Las primeras relaciones diplomáticas con Japón se establecieron en el siglo XVI, durante la era Keichō. En 1614 arribó al puerto de Acapulco un barco con una comitiva japonesa que tomó el camino hacia la ciudad de México.
En este número de la revista, el historiador Gerardo Díaz nos
cuenta que la ahora conocida como “embajada Keichō” fue impactante para muchos
novohispanos, pues dentro de lo poco cotidiano que significó el grupo de
asiáticos en las calles de la capital del virreinato, la clase guerrera
sobresalió por su porte con el acero a un costado y el aspecto de águilas.
Traían la frente reluciente, porque se la rasuraban hasta la mitad de la
cabeza; su cabellera comenzaba en las sienes e iba rodeando hasta la nuca.
Las relaciones entre
Japón y los países europeos se habían roto después de la expulsión de las
misiones evangélicas con Toyotomi Hideyoshi, y la ejecución de los
“mártires de Nagazaki” en 1597 (entre ellos el franciscano mexicano Felipe de Jesús).
Fue hasta 1602, con
un nuevo Shogún - Tokugawa Ieyasu- que se da el primer intento por sanar las
relaciones cuando éste le escribe al gobernador de Filipinas, entonces reino de
la Nueva España, para asegurarle que en Japón había puerto seguro para
refugiarse de la tempestad y también para tener intercambio comercial. Sin
embargo, pasaron seis años más antes de que las relaciones se re establecieran
por completo entre ambos reinos aunque con sus altibajos.
Llegaron a algunos
acuerdos como “proponer al virrey novohispano Luis de Velasco como el contacto
marítimo entre los dos reinos, el envío de mineros novohispanos al Japón para
aplicar sus técnicas más avanzadas y enseñar sus conocimientos al respecto, así
como el derecho de esos trabajadores a recibir la atención religiosa pertinente
junto a los japoneses relacionados con ellos que así lo quisiesen.”
Fue así como llegó
una comitiva de estos personajes
extraños a la Nueva España “Y la gente se arremolinaba para ver a aquellos que
sólo “se ponen uno como chaleco-camisa, encima se atan, en el medio, en la
cintura, allí colocan una cadena de obre, de suerte que de ella cuelgan su
espada […] Poseedores de cabellera larga, que llega al cuello, así se dejan
esos cabellos largos, los cortan largos, como los de las muchachas […] y no
tienen bigote, sólo sus rostros como de mujer, blanqueados, así hermoseados. Sus
rostros blanqueados. Así es el cuerpo de los hombres del Japón, no muy altos.

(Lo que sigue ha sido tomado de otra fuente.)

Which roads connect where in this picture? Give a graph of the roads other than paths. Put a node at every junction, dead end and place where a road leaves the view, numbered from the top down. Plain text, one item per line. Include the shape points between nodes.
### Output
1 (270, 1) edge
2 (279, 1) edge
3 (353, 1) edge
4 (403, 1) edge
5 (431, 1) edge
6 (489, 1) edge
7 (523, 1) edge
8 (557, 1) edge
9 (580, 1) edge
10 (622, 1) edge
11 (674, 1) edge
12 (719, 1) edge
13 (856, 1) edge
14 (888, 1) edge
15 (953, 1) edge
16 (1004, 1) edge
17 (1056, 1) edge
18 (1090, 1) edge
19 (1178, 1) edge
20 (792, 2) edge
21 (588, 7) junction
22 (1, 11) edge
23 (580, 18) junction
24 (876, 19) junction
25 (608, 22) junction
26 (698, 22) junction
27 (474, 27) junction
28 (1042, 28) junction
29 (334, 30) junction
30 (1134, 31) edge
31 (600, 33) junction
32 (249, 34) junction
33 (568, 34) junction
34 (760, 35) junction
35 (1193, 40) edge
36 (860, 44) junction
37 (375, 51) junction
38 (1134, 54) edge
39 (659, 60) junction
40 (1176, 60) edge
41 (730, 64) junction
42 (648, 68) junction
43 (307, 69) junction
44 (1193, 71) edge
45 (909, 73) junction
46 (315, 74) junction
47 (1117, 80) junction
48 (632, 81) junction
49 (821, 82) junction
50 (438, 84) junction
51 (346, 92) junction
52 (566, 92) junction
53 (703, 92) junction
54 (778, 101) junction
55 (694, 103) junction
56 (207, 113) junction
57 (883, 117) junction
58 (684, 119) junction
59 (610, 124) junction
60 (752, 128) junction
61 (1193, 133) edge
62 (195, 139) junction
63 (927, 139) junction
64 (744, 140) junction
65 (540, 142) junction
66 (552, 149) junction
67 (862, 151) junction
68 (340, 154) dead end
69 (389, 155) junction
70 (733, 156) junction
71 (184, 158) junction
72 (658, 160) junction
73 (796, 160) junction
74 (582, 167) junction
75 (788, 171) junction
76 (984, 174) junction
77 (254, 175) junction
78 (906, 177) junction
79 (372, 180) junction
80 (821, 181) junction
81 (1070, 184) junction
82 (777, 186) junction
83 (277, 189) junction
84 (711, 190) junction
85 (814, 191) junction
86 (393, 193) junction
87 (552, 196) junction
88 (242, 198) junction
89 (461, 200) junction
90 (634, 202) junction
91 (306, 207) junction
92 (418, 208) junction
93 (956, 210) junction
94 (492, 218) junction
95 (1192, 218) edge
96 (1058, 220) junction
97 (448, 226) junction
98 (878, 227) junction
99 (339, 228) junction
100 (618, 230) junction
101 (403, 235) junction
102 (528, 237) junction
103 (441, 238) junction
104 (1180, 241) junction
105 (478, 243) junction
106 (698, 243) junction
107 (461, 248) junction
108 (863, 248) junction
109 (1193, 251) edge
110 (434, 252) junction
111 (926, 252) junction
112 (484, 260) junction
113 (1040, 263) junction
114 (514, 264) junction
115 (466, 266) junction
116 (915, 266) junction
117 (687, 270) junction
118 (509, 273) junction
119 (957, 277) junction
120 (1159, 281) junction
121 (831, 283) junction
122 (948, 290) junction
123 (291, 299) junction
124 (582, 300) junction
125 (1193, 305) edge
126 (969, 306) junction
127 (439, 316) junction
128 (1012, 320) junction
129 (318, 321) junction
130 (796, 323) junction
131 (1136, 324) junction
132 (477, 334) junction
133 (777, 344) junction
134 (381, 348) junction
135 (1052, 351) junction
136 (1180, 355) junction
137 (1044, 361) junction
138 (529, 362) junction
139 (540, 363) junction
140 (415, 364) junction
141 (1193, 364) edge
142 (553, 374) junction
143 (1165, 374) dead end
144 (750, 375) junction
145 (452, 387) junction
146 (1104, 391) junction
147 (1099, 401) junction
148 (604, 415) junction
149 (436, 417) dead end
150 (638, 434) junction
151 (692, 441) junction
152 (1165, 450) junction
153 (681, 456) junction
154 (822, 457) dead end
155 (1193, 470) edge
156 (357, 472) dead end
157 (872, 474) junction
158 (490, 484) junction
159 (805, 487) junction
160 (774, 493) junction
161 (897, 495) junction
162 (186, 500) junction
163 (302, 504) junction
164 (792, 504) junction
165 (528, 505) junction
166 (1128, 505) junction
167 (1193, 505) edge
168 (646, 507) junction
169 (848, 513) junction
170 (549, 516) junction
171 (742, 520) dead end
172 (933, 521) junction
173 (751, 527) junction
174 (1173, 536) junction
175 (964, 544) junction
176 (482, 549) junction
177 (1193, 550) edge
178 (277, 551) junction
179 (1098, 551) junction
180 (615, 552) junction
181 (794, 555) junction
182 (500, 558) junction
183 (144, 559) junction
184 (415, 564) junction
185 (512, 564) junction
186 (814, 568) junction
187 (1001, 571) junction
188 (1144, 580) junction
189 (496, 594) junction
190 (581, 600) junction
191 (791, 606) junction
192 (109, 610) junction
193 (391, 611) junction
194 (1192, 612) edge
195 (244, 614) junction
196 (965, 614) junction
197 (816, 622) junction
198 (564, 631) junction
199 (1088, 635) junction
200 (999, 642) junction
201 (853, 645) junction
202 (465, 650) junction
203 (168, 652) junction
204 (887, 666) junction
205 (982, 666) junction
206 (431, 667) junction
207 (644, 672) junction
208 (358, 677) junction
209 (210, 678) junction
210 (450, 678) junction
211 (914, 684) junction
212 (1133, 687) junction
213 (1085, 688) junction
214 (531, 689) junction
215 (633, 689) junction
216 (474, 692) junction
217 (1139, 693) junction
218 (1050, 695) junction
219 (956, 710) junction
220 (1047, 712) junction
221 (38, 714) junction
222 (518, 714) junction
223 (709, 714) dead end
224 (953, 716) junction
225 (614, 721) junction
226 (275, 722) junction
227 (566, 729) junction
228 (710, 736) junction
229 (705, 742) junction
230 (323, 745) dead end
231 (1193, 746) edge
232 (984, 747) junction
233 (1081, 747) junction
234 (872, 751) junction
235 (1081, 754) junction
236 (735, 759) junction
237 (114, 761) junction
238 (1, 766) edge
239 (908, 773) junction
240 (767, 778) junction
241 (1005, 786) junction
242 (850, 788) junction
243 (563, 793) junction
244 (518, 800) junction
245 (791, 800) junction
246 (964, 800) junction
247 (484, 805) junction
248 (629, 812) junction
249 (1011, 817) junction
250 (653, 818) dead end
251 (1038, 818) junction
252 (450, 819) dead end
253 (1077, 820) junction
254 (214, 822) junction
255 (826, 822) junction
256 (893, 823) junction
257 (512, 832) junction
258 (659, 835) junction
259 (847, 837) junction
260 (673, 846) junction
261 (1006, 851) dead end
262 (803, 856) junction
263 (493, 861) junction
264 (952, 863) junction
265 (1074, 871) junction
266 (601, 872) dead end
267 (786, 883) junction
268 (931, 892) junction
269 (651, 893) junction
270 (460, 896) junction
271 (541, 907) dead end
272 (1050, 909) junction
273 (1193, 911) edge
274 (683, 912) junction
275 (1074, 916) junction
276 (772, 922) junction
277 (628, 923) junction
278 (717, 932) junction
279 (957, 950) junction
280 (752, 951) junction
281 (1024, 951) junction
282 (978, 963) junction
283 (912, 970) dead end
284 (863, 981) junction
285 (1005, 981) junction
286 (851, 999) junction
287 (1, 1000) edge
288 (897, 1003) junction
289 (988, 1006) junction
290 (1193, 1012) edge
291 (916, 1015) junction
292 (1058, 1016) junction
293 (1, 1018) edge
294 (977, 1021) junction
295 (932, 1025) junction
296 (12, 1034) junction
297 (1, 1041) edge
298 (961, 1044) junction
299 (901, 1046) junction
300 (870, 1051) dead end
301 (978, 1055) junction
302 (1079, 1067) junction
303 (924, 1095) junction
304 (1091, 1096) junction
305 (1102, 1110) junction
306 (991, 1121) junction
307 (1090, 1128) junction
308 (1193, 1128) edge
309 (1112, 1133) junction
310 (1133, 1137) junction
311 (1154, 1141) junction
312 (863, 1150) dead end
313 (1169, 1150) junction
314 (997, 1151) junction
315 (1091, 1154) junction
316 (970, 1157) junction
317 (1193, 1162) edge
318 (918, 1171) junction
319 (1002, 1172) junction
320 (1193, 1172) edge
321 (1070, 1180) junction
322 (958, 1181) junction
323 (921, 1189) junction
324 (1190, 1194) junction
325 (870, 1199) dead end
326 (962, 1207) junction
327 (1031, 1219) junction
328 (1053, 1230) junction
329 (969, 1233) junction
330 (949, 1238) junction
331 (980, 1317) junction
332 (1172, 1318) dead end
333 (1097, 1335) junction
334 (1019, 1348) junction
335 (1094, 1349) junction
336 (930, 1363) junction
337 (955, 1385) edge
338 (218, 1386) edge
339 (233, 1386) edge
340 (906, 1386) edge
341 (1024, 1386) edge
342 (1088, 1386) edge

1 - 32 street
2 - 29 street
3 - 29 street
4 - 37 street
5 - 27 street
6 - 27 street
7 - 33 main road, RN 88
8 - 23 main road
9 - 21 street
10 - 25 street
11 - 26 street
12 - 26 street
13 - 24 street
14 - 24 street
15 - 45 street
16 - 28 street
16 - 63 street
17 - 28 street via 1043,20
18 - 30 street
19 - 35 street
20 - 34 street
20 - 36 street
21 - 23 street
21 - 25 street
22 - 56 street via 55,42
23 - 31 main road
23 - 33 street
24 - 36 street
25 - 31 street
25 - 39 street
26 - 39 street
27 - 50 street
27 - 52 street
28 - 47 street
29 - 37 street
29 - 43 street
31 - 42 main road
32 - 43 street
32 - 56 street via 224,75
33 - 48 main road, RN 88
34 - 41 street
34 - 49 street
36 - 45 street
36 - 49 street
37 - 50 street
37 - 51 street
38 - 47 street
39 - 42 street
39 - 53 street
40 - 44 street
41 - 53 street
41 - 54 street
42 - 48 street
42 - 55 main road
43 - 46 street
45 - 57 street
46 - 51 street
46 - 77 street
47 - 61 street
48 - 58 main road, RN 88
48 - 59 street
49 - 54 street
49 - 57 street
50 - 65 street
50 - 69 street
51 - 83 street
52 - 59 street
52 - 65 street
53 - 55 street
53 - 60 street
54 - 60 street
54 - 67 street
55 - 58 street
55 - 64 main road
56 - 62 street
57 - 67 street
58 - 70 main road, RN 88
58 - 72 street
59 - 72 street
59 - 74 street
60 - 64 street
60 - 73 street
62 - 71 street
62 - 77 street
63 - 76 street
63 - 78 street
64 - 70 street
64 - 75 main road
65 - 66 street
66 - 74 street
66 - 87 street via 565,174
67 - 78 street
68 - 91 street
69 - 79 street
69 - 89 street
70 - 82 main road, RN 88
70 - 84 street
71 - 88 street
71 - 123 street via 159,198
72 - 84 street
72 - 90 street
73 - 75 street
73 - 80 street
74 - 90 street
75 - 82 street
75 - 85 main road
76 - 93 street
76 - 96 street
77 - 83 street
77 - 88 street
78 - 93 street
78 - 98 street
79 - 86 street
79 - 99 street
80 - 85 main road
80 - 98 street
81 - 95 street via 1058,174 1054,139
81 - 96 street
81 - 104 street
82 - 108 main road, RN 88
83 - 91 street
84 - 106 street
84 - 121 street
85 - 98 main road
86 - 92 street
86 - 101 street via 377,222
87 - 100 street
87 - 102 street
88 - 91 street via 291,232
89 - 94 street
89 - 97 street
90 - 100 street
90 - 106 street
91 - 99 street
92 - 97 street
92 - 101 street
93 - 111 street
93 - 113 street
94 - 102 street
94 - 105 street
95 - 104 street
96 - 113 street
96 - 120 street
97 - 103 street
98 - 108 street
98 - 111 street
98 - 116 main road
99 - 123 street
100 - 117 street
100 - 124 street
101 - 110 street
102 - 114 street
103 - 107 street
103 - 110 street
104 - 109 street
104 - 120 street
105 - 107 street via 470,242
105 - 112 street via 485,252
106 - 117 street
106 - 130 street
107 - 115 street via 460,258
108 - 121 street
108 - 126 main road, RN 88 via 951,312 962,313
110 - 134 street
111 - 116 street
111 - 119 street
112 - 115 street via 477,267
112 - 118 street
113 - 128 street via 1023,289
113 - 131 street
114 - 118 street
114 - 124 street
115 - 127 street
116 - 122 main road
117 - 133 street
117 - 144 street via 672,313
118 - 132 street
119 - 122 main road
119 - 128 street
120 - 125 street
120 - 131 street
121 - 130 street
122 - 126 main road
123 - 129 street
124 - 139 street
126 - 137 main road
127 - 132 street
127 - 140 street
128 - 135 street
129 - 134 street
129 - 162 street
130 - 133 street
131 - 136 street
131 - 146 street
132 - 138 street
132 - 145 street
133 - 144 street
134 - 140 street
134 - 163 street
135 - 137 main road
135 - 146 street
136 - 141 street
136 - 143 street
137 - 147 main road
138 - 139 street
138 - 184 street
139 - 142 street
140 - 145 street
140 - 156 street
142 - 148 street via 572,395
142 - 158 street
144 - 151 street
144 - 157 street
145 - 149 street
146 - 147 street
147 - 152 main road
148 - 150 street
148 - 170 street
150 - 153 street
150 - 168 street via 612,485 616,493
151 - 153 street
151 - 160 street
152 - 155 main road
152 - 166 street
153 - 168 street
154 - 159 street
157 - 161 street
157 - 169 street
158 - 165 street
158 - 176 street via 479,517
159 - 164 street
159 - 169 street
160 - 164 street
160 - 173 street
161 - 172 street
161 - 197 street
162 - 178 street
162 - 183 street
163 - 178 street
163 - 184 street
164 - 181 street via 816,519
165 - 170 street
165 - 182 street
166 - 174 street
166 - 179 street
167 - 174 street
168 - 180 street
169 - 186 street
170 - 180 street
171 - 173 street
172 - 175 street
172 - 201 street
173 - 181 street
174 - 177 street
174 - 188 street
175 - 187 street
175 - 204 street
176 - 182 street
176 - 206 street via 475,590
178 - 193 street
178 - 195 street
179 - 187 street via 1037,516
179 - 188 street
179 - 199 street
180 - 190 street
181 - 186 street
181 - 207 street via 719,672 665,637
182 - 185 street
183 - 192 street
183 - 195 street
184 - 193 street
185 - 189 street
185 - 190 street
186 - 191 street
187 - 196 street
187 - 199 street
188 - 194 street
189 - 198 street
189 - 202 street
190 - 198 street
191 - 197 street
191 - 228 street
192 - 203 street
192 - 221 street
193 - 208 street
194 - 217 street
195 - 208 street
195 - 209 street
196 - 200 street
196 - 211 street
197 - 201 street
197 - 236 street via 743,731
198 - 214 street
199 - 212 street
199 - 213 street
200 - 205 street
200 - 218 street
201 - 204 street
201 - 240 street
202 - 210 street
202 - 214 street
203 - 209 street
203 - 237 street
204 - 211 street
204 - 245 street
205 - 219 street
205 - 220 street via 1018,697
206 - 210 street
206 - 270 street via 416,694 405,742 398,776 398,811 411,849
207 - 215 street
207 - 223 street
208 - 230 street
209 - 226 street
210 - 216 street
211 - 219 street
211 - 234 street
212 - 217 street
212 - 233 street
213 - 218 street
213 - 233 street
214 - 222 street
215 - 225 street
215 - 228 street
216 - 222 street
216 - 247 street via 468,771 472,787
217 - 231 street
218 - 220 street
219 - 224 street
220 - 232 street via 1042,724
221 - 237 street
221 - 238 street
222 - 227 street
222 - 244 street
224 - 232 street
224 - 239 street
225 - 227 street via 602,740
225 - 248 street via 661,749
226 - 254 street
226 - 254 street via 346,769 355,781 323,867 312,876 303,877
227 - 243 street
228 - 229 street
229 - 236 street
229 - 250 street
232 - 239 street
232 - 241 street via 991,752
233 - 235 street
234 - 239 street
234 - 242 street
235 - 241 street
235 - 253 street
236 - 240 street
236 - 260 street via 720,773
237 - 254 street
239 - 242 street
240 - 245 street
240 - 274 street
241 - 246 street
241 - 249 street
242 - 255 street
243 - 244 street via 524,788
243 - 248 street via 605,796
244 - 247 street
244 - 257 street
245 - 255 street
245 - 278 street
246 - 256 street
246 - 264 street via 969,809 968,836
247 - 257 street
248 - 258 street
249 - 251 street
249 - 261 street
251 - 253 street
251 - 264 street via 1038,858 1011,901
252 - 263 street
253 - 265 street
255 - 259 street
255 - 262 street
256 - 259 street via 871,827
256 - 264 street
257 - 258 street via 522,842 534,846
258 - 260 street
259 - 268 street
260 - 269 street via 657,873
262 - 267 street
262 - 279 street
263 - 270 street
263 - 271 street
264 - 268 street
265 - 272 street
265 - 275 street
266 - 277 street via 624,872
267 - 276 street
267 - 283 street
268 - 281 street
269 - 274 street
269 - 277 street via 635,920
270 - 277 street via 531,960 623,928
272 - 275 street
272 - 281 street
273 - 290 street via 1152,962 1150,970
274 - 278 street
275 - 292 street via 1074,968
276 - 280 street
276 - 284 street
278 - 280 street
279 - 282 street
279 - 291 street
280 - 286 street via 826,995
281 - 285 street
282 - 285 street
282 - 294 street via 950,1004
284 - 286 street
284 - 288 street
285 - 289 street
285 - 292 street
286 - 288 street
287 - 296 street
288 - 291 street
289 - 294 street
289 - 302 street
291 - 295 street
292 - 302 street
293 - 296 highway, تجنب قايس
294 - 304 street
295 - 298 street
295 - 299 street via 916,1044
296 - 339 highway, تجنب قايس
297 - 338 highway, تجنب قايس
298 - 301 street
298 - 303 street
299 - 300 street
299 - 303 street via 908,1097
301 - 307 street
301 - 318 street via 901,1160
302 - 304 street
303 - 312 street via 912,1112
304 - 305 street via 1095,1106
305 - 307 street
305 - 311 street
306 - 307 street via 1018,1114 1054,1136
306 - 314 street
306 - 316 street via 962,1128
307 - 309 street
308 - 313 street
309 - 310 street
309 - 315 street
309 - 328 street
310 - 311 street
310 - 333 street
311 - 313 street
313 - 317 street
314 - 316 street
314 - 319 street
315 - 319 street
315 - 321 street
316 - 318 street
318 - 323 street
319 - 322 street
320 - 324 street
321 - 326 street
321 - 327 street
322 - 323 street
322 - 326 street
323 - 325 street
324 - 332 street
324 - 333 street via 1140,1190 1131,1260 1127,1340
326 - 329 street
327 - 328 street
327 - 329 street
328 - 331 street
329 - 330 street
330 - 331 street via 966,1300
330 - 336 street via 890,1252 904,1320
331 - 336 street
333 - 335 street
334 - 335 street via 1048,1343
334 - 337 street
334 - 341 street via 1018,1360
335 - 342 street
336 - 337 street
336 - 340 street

Así se vieron todas sus personas”.
A pesar de la
diplomacia, el tema religioso se tornaba difícil. El shogún escribió al virrey:
“la doctrina seguida en vuestro país difiere enteramente de la nuestra: por eso
estoy persuadido de que no nos conviene […] En cambio multipliquen sus viajes
los bajeles de comercio, aumentando en ello las relaciones e intereses”.
Tiempo después, el
padre Luis Sotelo, radicado en Japón “persuade a Date Masamune, uno de los
daimyō más poderosos del momento, de enviar una comitiva solicitando al rey de
España y al papa un tratado en el que el comercio y la religión católica –por
medio de los franciscanos– fuesen altamente beneficiosos para su territorio en
la región de Sendai, al noreste de Japón”.
Una nueva comitiva
de japoneses y españoles viajó a la Nueva España. Fueron muy bien recibidos por
el virrey; algunos japoneses, en un acto de diplomacia, se bautizaron en este
viaje. Sin embargo, el virrey explicó que una decisión como esas únicamente
podría venir desde España.
En junio de 1614
termina este primer acercamiento entre ambas culturas, dejando una buena
impresión que se vería interrumpida por más de dos siglos después de que Japón
decidiera un aislamiento ante el mundo. No obstante, la diplomacia estrechó
lazos de amistad y aprendizaje entre ambos.